Square open-sources Tesseract: fast filtering for coordinated views

nodata · on March 19, 2012

Please don't call it tesseract, we already have a prominent open source project with that name: http://code.google.com/p/tesseract-ocr/

law · on March 19, 2012

Calling it a "prominent open source project" is an understatement. Granted it's not perfect, it's the de facto standard in FOSS OCR software. When mentioning "tesseract" to just about anyone in the data mining/machine learning/artificial intelligence communities (which is pretty much the target user base), they will automatically think you're referring to the OCR software.

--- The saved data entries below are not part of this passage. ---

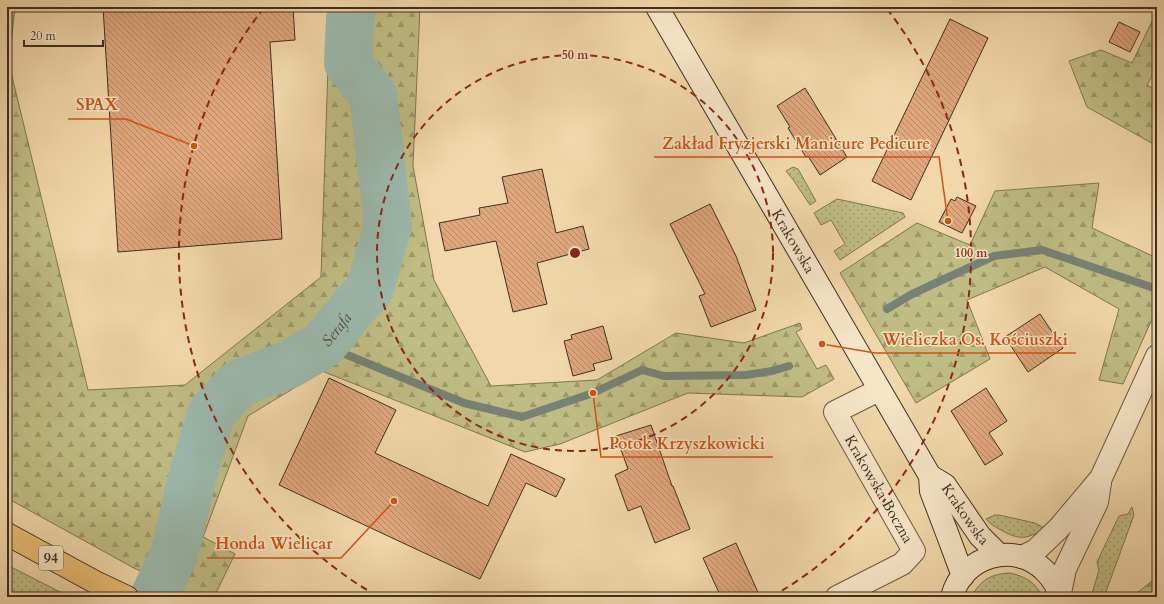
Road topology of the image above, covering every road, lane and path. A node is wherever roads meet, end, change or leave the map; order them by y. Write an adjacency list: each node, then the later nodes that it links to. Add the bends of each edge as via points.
1 (657, 7): 3 (main road, Krakowska)
2 (1157, 356): 5 (main road)
3 (879, 390): 4 (main road, Krakowska); 12 (main road, Krakowska Boczna, via 835,412 914,551 902,564)
4 (930, 476): 7 (main road, Krakowska, via 945,485 980,536); 9 (main road, Krakowska, via 930,492)
5 (1101, 478): 8 (main road, via 1059,528 1036,550); 10 (main road, via 1097,502 1065,569)
6 (7, 534): 11 (main road, 94)
7 (999, 555): 8 (main road); 9 (main road, via 979,562)
8 (1022, 557): 10 (main road, via 1041,566 1049,574)
9 (963, 576): 13 (main road)
10 (1060, 595)
11 (127, 597)
12 (837, 597)
13 (952, 597)

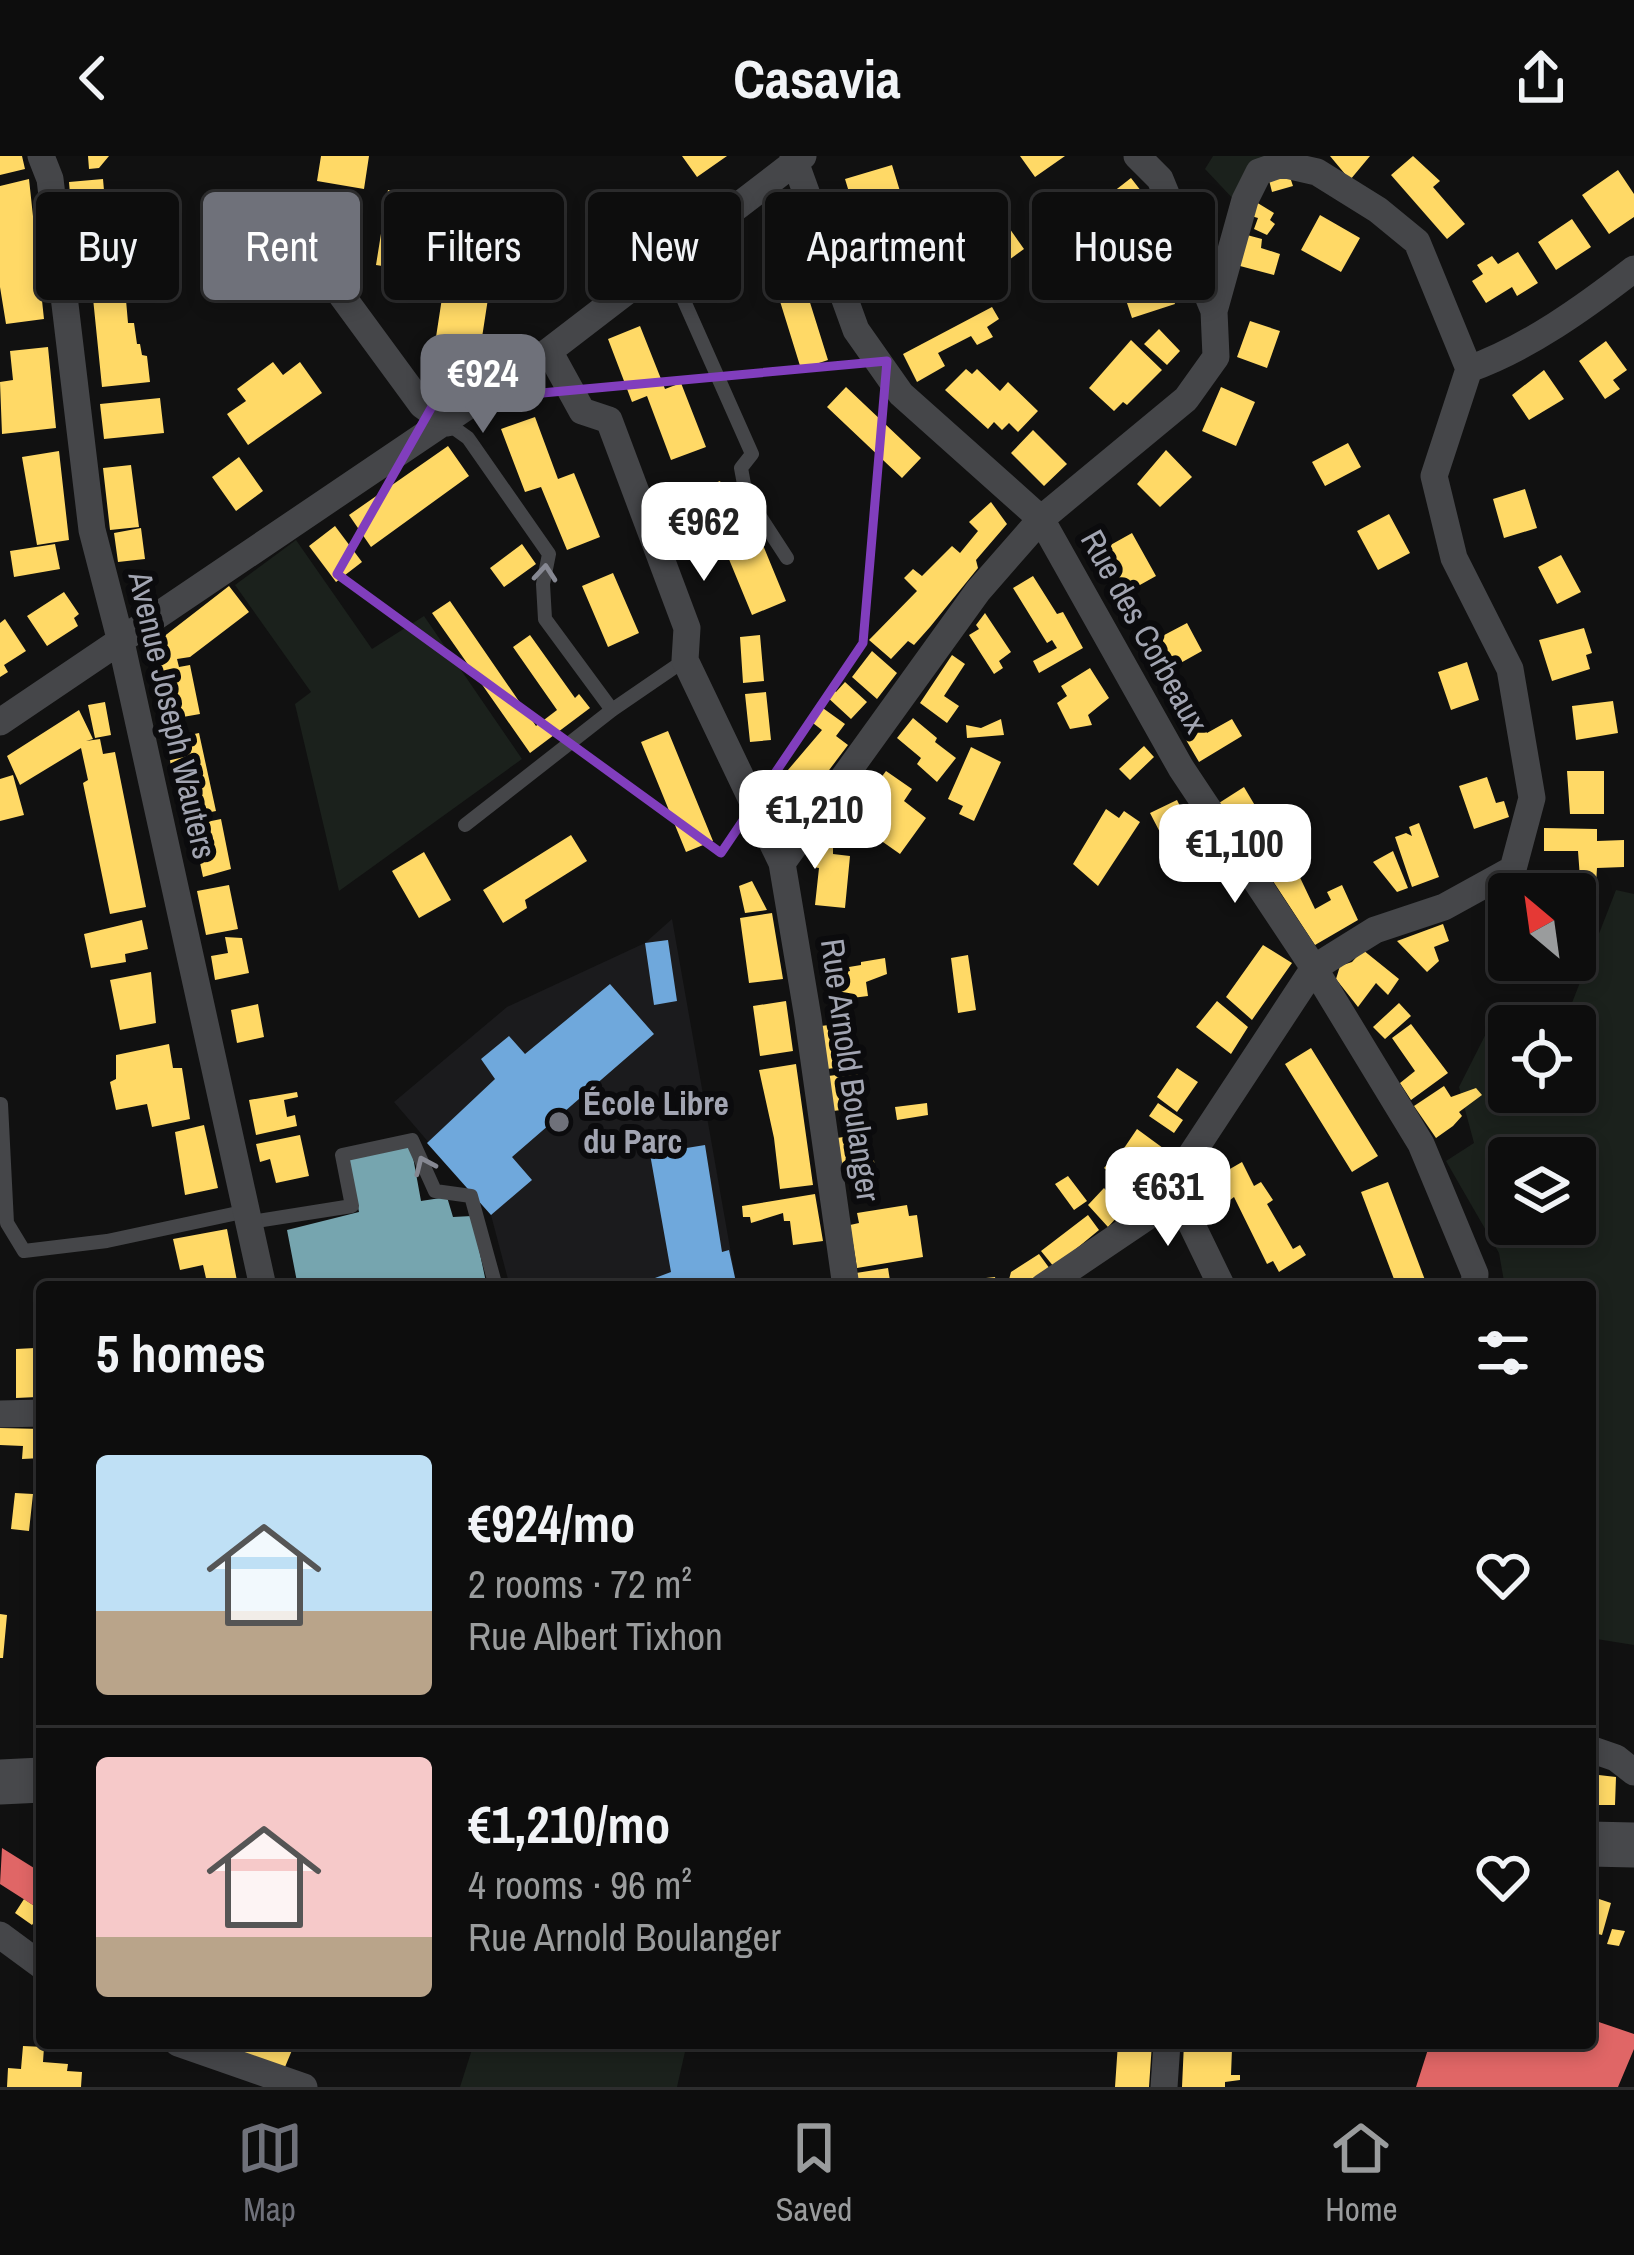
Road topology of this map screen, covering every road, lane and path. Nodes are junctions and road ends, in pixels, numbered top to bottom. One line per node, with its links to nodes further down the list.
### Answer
1 (41, 156): 15 (street, Avenue Joseph Wauters)
2 (1137, 156): 9 (street)
3 (797, 158): 4 (street); 13 (street, Rue des Corbeaux)
4 (741, 201)
5 (1634, 269): 11 (street)
6 (345, 300): 12 (street)
7 (613, 300): 10 (street)
8 (683, 300): 14 (lane)
9 (1214, 311): 11 (street); 13 (street)
10 (549, 351): 12 (street); 16 (street, Rue Arnold Boulanger)
11 (1469, 369): 21 (street)
12 (447, 423): 15 (street); 17 (lane, one-way to 12)
13 (1041, 519): 20 (street); 21 (street, Rue des Corbeaux)
14 (787, 558)
15 (121, 642): 18 (street); 24 (street, Avenue Joseph Wauters)
16 (685, 660): 17 (lane); 20 (street, Rue Arnold Boulanger)
17 (612, 710): 19 (lane)
18 (0, 722)
19 (465, 825)
20 (782, 863): 27 (street, Rue Arnold Boulanger)
21 (1314, 968): 23 (street); 30 (street, Rue des Corbeaux)
22 (1, 1104): 24 (lane)
23 (1172, 1184): 28 (street); 29 (street)
24 (250, 1216): 25 (street, Avenue Joseph Wauters); 26 (lane, one-way to 24)
25 (262, 1281)
26 (494, 1281)
27 (845, 1281)
28 (1051, 1281)
29 (1219, 1281)
30 (1474, 1281)
31 (36, 1413): 32 (street)
32 (0, 1414)
33 (1596, 1751): 34 (street)
34 (1634, 1772)
35 (36, 1780): 36 (main road)
36 (0, 1782)
37 (1596, 1844): 38 (main road)
38 (1634, 1845)
39 (0, 1935): 40 (street)
40 (36, 1962)
41 (195, 2049): 43 (street)
42 (1167, 2049): 44 (street)
43 (304, 2087)
44 (1165, 2087)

knowtheory · on March 19, 2012

I was just about to come here and lament this very fact.

Because I work on DocumentCloud I very much do touch on both OCRing software and frontend JS libraries.

It will only make things confusing to have these two projects fighting over namespace. And the Tesseract OCR engine is not going away. It's the defacto standard for FOSS OCRing.

Edit: Having played around with the examples for this lib, it's awesome! I will have to find a project to work this into. Looks like fun.

Terretta · on March 19, 2012

Concur -- fantastic tool, unfortunate name, due to the overlap.

Cubic Prism is another name for tesseract and could also remind one of both SQL data rollup and looking at data in new lights.

mbostock · on March 19, 2012

Apologies; I wasn't aware of the Tesseract OCR project until very recently, and then I hoped there would not be much harm given that the two projects are so unrelated. (The name "Tesseract" was the natural progression from "Square" and "Cube".) What's the saying? There are only two hard things in Computer Science: cache invalidation and naming things.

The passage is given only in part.